=== Section Start ===

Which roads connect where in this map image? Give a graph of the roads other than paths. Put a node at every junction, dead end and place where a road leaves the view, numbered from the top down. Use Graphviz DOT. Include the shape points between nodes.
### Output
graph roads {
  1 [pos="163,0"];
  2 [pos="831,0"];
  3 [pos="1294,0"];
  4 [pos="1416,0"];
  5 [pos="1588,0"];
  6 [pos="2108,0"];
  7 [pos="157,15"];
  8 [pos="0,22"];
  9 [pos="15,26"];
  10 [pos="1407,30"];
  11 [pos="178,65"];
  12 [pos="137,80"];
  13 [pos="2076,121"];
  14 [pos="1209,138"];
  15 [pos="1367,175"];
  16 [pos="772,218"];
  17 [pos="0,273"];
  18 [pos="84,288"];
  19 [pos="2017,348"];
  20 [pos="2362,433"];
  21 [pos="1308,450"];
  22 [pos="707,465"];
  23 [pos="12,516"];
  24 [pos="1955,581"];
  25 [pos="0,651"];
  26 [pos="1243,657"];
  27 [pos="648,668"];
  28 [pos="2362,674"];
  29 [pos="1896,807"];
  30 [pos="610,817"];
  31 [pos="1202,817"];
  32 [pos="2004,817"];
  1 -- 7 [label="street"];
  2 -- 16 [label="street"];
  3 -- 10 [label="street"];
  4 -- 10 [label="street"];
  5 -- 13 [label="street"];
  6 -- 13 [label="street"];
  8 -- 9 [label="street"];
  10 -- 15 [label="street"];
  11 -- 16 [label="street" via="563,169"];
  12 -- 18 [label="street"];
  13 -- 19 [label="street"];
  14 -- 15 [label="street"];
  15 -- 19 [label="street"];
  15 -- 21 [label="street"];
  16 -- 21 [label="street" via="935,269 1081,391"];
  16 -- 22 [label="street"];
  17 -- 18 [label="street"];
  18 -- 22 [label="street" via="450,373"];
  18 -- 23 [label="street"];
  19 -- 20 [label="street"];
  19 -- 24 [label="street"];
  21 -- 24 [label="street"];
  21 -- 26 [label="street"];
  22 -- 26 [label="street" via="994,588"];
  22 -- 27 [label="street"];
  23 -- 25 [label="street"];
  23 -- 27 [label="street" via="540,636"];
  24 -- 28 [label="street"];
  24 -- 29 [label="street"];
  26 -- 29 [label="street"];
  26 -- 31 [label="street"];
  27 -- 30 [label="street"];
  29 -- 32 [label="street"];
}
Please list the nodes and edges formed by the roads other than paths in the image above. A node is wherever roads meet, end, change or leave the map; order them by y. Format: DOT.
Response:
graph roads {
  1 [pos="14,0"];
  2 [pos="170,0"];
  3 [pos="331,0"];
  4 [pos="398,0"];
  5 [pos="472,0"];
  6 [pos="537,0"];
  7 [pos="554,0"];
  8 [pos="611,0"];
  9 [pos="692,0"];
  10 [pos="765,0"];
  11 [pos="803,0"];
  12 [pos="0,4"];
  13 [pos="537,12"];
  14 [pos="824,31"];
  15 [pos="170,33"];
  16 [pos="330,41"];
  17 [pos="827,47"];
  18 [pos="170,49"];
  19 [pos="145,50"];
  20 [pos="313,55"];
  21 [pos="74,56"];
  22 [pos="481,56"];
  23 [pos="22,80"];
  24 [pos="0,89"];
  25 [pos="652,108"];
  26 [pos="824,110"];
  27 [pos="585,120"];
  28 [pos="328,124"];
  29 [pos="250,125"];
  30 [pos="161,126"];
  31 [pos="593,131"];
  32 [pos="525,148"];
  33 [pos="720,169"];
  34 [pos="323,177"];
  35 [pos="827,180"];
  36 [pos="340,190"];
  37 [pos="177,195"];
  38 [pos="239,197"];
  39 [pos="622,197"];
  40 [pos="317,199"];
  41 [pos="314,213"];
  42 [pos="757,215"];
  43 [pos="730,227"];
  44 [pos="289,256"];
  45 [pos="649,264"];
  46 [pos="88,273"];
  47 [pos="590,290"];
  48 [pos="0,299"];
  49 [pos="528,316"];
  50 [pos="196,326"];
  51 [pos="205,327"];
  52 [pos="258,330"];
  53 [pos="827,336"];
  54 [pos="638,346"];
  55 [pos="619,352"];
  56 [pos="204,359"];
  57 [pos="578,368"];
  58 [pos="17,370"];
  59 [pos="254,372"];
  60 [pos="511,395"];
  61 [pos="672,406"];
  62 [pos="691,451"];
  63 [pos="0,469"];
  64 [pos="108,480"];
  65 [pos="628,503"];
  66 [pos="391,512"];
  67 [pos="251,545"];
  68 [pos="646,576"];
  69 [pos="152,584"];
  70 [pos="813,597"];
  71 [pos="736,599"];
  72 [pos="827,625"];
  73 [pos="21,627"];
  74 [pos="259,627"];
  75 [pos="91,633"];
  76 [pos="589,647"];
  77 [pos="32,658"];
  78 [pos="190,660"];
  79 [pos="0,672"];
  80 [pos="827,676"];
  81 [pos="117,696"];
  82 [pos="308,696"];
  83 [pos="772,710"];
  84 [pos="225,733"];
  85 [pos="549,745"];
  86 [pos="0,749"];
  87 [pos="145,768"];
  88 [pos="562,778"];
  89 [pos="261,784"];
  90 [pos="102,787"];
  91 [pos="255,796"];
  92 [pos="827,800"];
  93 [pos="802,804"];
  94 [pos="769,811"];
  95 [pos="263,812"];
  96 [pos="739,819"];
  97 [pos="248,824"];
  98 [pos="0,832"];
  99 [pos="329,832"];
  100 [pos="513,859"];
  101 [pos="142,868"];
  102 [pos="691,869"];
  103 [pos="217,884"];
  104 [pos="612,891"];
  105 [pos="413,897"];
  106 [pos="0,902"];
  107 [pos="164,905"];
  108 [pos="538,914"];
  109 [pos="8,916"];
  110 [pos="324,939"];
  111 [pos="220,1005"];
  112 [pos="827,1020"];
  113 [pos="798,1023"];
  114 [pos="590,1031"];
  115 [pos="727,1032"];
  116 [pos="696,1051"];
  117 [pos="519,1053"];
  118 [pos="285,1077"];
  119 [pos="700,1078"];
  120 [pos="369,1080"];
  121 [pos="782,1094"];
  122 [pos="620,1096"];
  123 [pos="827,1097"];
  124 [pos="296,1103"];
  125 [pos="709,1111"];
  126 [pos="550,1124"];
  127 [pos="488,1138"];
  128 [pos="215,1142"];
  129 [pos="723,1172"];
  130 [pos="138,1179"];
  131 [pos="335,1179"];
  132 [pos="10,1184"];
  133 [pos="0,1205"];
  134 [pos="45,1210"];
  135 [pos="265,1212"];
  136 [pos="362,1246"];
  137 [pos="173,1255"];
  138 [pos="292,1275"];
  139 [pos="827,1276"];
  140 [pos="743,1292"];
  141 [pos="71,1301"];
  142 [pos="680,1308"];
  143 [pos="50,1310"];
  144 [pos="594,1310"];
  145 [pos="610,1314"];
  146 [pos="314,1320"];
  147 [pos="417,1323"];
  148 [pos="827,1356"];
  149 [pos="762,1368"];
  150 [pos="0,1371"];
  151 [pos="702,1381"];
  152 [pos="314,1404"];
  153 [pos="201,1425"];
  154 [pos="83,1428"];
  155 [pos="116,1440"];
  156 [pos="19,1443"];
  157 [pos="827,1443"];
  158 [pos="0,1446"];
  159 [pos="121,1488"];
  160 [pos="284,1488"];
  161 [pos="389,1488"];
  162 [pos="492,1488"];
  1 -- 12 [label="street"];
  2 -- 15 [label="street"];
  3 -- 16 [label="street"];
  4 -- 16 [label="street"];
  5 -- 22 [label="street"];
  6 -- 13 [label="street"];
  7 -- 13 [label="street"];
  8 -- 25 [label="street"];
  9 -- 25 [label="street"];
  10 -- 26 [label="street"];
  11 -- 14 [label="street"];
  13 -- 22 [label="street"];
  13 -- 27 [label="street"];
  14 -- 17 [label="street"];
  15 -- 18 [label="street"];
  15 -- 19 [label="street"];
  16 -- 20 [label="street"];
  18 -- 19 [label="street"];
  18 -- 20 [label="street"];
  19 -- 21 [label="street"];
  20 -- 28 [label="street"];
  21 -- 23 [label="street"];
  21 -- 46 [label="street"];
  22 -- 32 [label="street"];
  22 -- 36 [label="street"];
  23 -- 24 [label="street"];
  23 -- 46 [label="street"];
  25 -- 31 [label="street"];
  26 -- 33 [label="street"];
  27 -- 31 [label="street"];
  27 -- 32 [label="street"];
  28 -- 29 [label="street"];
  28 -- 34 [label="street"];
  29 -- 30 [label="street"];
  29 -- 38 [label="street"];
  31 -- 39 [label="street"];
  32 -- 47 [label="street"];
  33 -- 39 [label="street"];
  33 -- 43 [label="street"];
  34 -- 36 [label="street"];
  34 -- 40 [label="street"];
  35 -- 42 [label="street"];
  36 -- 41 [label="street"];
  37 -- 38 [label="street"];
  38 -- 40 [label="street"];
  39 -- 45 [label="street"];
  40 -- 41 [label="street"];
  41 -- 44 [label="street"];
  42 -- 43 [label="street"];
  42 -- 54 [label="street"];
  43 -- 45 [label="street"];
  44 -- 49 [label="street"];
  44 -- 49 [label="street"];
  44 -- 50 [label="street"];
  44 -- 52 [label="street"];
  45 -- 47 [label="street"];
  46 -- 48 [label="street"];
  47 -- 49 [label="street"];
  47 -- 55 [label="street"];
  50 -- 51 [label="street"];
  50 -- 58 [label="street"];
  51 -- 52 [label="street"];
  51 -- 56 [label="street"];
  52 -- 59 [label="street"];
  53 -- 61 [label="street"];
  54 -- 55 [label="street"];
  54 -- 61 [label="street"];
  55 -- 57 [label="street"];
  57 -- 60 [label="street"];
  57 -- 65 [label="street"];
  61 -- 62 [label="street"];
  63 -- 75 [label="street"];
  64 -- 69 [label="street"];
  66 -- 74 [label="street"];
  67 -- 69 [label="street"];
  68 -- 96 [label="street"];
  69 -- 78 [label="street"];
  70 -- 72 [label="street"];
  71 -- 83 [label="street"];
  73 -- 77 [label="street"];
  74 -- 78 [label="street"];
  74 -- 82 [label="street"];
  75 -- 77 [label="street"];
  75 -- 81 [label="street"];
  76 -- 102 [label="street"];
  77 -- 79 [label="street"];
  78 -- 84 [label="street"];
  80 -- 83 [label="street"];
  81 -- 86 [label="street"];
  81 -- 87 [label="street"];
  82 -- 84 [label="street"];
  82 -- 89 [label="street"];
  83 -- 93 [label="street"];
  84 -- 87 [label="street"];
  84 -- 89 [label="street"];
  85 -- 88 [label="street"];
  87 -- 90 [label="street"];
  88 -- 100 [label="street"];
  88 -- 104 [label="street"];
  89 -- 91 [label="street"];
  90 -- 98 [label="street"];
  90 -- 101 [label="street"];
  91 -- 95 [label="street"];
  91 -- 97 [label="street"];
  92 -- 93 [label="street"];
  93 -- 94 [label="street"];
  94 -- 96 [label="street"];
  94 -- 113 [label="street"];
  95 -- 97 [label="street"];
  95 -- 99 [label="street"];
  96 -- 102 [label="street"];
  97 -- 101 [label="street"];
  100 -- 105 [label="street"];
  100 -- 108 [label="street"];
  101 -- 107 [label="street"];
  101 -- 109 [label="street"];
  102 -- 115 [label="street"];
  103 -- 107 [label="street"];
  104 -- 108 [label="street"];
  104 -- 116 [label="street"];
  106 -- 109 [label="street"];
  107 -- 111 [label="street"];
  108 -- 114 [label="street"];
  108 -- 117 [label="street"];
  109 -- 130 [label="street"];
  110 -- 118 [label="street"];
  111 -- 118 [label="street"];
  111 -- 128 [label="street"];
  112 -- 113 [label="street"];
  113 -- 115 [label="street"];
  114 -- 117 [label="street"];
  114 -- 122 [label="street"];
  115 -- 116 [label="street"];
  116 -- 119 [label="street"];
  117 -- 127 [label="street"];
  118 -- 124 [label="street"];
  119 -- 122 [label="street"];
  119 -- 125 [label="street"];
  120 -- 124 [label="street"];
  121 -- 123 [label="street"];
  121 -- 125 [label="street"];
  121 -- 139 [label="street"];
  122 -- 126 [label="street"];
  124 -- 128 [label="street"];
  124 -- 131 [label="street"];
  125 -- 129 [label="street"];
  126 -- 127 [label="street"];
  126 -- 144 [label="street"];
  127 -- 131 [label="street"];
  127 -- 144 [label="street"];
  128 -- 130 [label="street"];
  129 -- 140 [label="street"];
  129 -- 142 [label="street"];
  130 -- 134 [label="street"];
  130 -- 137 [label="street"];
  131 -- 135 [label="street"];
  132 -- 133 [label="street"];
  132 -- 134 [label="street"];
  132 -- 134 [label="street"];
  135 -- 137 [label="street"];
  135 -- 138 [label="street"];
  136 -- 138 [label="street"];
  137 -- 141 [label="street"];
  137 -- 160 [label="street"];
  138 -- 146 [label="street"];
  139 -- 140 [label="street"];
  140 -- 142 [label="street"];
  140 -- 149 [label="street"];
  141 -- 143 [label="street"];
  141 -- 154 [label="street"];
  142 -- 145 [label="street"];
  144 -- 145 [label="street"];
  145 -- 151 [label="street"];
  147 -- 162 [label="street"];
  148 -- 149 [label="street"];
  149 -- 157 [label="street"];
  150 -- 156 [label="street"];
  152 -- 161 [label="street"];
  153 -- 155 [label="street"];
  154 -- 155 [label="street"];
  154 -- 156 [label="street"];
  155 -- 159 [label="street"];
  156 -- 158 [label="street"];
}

=== Section End ===

- [EXERCISE OBJECTIVE]: Work through the records above. Copy every line with the string "paths".

- [ANSWER SECTION]:
Which roads connect where in this map image? Give a graph of the roads other than paths. Put a node at every junction, dead end and place where a road leaves the view, numbered from the top down. Use Graphviz DOT. Include the shape points between nodes.
Please list the nodes and edges formed by the roads other than paths in the image above. A node is wherever roads meet, end, change or leave the map; order them by y. Format: DOT.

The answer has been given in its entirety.